• **WORK TO BE COMPLETED**
Pull from the data below each line where the word "Palm" occurs, and copy it.

• **TASK DATA**
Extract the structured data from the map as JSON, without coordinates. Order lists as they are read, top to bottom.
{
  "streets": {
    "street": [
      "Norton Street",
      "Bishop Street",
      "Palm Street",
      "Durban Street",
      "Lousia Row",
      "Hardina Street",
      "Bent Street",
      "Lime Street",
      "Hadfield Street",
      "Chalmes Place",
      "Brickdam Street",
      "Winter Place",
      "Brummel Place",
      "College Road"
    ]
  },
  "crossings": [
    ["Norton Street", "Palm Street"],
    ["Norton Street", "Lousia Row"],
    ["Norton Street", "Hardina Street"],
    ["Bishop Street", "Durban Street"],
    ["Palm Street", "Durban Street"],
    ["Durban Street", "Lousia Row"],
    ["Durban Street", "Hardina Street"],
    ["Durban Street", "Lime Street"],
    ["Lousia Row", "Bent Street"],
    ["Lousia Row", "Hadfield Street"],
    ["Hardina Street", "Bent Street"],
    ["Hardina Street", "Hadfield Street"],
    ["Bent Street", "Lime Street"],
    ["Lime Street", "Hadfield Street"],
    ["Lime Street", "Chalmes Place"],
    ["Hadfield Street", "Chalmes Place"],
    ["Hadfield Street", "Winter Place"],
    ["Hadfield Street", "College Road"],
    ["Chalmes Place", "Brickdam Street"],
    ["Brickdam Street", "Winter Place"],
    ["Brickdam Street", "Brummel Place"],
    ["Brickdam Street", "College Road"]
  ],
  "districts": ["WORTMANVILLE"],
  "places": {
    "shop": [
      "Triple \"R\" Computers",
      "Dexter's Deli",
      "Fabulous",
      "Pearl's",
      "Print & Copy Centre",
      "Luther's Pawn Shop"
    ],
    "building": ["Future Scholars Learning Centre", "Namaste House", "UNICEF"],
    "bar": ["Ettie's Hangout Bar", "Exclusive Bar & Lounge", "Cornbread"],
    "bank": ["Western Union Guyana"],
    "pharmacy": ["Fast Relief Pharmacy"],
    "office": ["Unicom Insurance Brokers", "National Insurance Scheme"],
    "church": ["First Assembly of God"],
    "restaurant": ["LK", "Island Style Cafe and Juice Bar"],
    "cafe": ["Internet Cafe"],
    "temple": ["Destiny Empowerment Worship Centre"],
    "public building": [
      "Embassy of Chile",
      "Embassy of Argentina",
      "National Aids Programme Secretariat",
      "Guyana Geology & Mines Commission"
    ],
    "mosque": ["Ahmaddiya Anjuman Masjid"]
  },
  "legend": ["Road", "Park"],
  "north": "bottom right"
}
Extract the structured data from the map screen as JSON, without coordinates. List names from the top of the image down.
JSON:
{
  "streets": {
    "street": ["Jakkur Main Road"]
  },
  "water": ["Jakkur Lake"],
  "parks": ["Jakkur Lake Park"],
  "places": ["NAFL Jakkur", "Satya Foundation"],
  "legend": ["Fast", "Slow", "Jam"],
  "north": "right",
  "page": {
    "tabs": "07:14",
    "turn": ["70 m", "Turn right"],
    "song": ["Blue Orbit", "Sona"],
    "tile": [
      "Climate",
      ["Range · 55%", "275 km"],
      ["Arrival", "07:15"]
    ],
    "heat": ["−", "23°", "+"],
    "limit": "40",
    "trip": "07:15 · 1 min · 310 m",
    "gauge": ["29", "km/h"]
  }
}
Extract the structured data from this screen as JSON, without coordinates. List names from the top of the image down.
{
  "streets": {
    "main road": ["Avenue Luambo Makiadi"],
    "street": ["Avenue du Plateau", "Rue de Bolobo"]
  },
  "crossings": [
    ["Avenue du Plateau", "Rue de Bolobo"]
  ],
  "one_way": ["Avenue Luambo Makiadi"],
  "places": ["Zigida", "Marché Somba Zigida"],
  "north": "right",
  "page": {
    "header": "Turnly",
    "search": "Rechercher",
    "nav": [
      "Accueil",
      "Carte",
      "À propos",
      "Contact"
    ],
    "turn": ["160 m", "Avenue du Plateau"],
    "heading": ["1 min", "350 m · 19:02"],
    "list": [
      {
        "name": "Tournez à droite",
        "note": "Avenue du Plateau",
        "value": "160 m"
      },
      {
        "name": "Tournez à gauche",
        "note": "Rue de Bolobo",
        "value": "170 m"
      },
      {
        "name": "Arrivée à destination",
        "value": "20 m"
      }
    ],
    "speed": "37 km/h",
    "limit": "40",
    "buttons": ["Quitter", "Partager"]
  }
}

• **OUTPUT OF THE EXERCISE**
      "Palm Street",
    ["Norton Street", "Palm Street"],
    ["Palm Street", "Durban Street"],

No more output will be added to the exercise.